Dave Britton is the CEO of ProdRocket, a startup studio, and the founder of BookMigo, a social eBooks app.
He’s spent his career launching and scaling products in FinTech (Enova, FlyWire), marketplaces (AutoTrader.ca, 3D Printer Hub), and SaaS solutions (BoardOnTrack). At ProdRocket, Dave helps founders validate, build, and grow their startups.
Q: What would you like to see your team accomplish in 2020?
We’ve been fortunate to collaborate with many inspiring founders this year. These startups are truly cutting-edge (Motivity, Link-able, TuneKey) and are innovating in their niches. Our goal is to help them achieve $1mm+ in revenue and reach a point of scalability. Their success is our success.
Q: Who is your role model or hero?
Napoleon Bonaparte. Not because he was a small, stubborn dictator. But because he was an entrepreneur and innovator in the clearest sold. He was bold (never accepted defeat, kept returning), visionary (created the Civil Code, basis of modern laws), and ran the French Republic as a meritocracy. Will-power, vision, and results – that’s what makes a successful entrepreneur.
Q: What is your favorite book?
Autobiography of Benjamin Franklin. Franklin shows that life is to be enjoyed, drunken to the fullest. Explore your passions, always be learning, and stay humble. To be wise is to laugh at oneself.
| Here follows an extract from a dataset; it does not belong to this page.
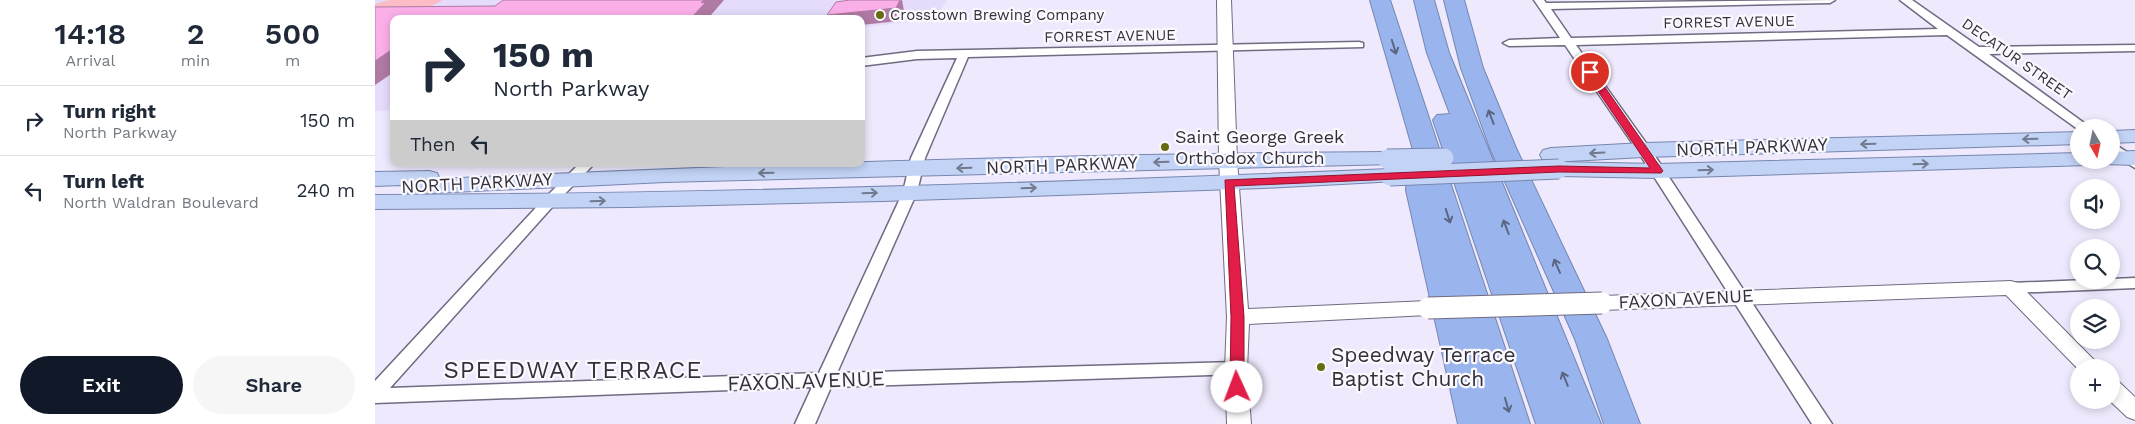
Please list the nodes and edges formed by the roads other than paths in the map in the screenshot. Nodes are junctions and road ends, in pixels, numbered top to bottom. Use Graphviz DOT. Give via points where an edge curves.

Q: Do you use any specific method or system to run daily operations?
Our team is fully remote – California, China, Russia. Flexibility is the name of the game. We focus on optimizing our work patterns while respecting and adapting to others’. The key is managing energy and attention to develop and leverage your craft.
Q: Why did you choose your present industry at this time?
Startups are an interesting beast. There is some crazy and magical about going from nothing (a hazy idea) into something (producing value in the world). The bridge from idea to traction is a fun ride and endlessly enlightening. In my career, I got tired of large bureaucracies, with diminishing returns in value and learning. The startup experience keeps you on edge, fresh, and alive to possibility.
Q: What is the best/worst moment you can remember in your career?
The best moment was realizing, not sure when, that I loved to understand customers’ needs and to create a product of value. The worst moment was realizing that my boss and I (we had been close) had become antagonists – and knowing that my attitude was equal (if not more) to blame for it.
Q: Looking back – if you could advise a younger version of yourself to do something different – what would it be?
Own your weaknesses as much as your strengths.